◆ ACTIVITY ◆
Repeat the data exactly, so that every line matches the original.

** TASK MATERIAL follows **

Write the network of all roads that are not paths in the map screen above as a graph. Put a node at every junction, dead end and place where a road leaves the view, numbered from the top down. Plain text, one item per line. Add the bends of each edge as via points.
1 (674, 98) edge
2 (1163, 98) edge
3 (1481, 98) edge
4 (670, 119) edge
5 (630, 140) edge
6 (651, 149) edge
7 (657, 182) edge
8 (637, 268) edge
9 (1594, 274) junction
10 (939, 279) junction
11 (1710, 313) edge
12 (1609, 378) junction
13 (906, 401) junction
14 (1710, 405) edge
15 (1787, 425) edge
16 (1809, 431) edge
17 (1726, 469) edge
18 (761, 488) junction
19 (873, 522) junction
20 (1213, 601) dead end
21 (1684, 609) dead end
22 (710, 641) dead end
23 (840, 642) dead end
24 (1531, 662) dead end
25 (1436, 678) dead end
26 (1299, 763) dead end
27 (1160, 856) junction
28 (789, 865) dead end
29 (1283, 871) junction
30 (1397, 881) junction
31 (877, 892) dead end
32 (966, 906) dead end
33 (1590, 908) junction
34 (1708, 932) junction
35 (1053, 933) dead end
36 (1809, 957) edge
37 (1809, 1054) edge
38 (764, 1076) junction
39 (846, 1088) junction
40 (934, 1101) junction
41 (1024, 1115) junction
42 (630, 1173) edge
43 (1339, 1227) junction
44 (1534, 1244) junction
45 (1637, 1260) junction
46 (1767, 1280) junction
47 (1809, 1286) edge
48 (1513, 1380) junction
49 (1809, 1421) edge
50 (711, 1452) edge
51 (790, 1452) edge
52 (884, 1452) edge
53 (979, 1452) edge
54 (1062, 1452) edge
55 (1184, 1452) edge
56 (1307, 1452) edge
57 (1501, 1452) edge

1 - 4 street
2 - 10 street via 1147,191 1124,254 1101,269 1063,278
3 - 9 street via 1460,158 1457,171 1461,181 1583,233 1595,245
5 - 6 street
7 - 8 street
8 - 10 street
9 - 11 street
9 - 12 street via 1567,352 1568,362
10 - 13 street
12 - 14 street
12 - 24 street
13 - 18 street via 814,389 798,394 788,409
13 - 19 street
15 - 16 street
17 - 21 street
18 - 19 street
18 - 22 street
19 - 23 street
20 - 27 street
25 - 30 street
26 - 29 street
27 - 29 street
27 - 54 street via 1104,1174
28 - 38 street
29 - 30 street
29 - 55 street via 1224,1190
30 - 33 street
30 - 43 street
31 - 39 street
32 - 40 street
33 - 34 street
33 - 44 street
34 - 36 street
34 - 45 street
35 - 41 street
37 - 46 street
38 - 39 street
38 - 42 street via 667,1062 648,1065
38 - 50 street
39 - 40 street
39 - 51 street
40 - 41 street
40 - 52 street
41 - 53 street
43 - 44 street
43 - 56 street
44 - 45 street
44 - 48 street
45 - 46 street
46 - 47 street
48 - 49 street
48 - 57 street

** End of TASK MATERIAL **

◆ OUTPUT FOR THIS TASK ◆
Write the network of all roads that are not paths in the map screen above as a graph. Put a node at every junction, dead end and place where a road leaves the view, numbered from the top down. Plain text, one item per line. Add the bends of each edge as via points.
1 (674, 98) edge
2 (1163, 98) edge
3 (1481, 98) edge
4 (670, 119) edge
5 (630, 140) edge
6 (651, 149) edge
7 (657, 182) edge
8 (637, 268) edge
9 (1594, 274) junction
10 (939, 279) junction
11 (1710, 313) edge
12 (1609, 378) junction
13 (906, 401) junction
14 (1710, 405) edge
15 (1787, 425) edge
16 (1809, 431) edge
17 (1726, 469) edge
18 (761, 488) junction
19 (873, 522) junction
20 (1213, 601) dead end
21 (1684, 609) dead end
22 (710, 641) dead end
23 (840, 642) dead end
24 (1531, 662) dead end
25 (1436, 678) dead end
26 (1299, 763) dead end
27 (1160, 856) junction
28 (789, 865) dead end
29 (1283, 871) junction
30 (1397, 881) junction
31 (877, 892) dead end
32 (966, 906) dead end
33 (1590, 908) junction
34 (1708, 932) junction
35 (1053, 933) dead end
36 (1809, 957) edge
37 (1809, 1054) edge
38 (764, 1076) junction
39 (846, 1088) junction
40 (934, 1101) junction
41 (1024, 1115) junction
42 (630, 1173) edge
43 (1339, 1227) junction
44 (1534, 1244) junction
45 (1637, 1260) junction
46 (1767, 1280) junction
47 (1809, 1286) edge
48 (1513, 1380) junction
49 (1809, 1421) edge
50 (711, 1452) edge
51 (790, 1452) edge
52 (884, 1452) edge
53 (979, 1452) edge
54 (1062, 1452) edge
55 (1184, 1452) edge
56 (1307, 1452) edge
57 (1501, 1452) edge

1 - 4 street
2 - 10 street via 1147,191 1124,254 1101,269 1063,278
3 - 9 street via 1460,158 1457,171 1461,181 1583,233 1595,245
5 - 6 street
7 - 8 street
8 - 10 street
9 - 11 street
9 - 12 street via 1567,352 1568,362
10 - 13 street
12 - 14 street
12 - 24 street
13 - 18 street via 814,389 798,394 788,409
13 - 19 street
15 - 16 street
17 - 21 street
18 - 19 street
18 - 22 street
19 - 23 street
20 - 27 street
25 - 30 street
26 - 29 street
27 - 29 street
27 - 54 street via 1104,1174
28 - 38 street
29 - 30 street
29 - 55 street via 1224,1190
30 - 33 street
30 - 43 street
31 - 39 street
32 - 40 street
33 - 34 street
33 - 44 street
34 - 36 street
34 - 45 street
35 - 41 street
37 - 46 street
38 - 39 street
38 - 42 street via 667,1062 648,1065
38 - 50 street
39 - 40 street
39 - 51 street
40 - 41 street
40 - 52 street
41 - 53 street
43 - 44 street
43 - 56 street
44 - 45 street
44 - 48 street
45 - 46 street
46 - 47 street
48 - 49 street
48 - 57 street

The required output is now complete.